> **What the task requires**: Where does "Spooner" occur in the listing? Copy every line that holds it.
<<<<
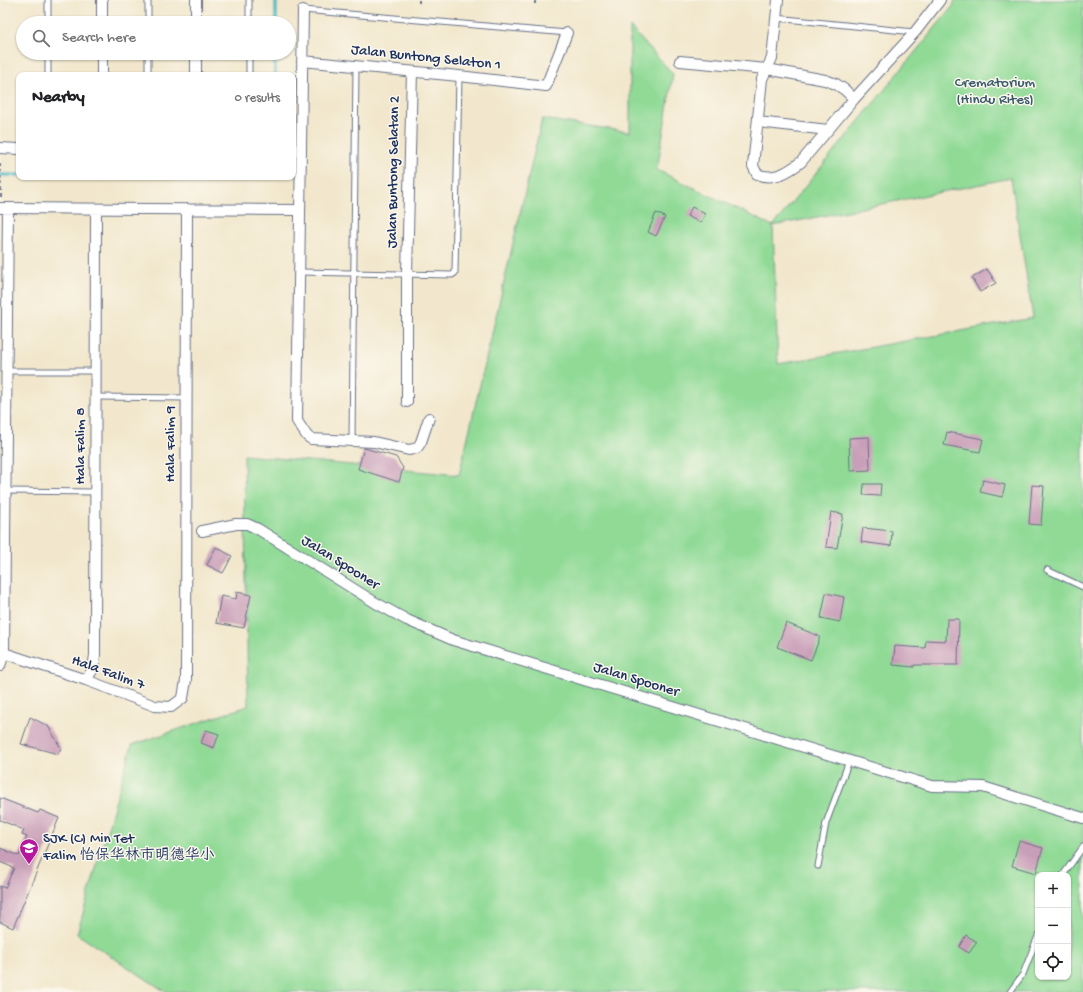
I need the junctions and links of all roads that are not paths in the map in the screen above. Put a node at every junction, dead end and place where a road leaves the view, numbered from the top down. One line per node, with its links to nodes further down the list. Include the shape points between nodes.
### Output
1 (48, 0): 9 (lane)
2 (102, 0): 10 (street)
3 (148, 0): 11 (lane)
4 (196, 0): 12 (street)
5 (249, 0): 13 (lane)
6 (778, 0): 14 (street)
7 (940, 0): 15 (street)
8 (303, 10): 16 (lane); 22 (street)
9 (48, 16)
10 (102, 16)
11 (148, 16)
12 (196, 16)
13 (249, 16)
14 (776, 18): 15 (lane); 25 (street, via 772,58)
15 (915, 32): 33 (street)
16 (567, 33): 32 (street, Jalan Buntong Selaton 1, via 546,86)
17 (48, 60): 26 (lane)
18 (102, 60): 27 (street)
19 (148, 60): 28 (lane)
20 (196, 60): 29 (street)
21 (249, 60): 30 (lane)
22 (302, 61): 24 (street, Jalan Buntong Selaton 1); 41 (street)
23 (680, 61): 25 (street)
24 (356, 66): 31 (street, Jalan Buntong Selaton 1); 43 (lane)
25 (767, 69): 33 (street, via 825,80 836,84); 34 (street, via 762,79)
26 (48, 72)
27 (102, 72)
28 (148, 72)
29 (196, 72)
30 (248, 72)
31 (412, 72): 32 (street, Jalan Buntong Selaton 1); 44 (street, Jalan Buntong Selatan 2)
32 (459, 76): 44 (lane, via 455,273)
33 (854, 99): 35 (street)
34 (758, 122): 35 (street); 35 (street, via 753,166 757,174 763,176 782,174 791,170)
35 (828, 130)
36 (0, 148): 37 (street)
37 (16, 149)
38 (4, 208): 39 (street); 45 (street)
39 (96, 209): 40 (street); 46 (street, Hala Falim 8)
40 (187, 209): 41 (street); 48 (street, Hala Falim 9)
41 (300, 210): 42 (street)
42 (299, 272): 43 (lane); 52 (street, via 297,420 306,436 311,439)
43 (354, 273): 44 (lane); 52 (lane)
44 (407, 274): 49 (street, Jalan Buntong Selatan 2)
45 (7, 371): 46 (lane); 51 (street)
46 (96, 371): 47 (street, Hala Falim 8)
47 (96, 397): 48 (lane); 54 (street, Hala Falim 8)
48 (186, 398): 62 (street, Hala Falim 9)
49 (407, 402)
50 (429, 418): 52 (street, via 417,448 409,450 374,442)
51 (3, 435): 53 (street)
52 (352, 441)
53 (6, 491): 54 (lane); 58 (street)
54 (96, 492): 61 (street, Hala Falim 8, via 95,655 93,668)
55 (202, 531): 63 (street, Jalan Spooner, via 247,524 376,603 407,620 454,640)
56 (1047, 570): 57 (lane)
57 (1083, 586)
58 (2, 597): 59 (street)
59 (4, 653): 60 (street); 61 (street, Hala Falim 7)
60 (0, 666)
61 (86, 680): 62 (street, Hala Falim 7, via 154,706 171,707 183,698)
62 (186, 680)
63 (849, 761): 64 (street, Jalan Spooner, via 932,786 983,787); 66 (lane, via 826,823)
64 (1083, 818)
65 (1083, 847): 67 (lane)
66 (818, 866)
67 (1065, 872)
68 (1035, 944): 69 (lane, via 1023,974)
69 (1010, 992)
>>>>
> **Result**:
55 (202, 531): 63 (street, Jalan Spooner, via 247,524 376,603 407,620 454,640)
63 (849, 761): 64 (street, Jalan Spooner, via 932,786 983,787); 66 (lane, via 826,823)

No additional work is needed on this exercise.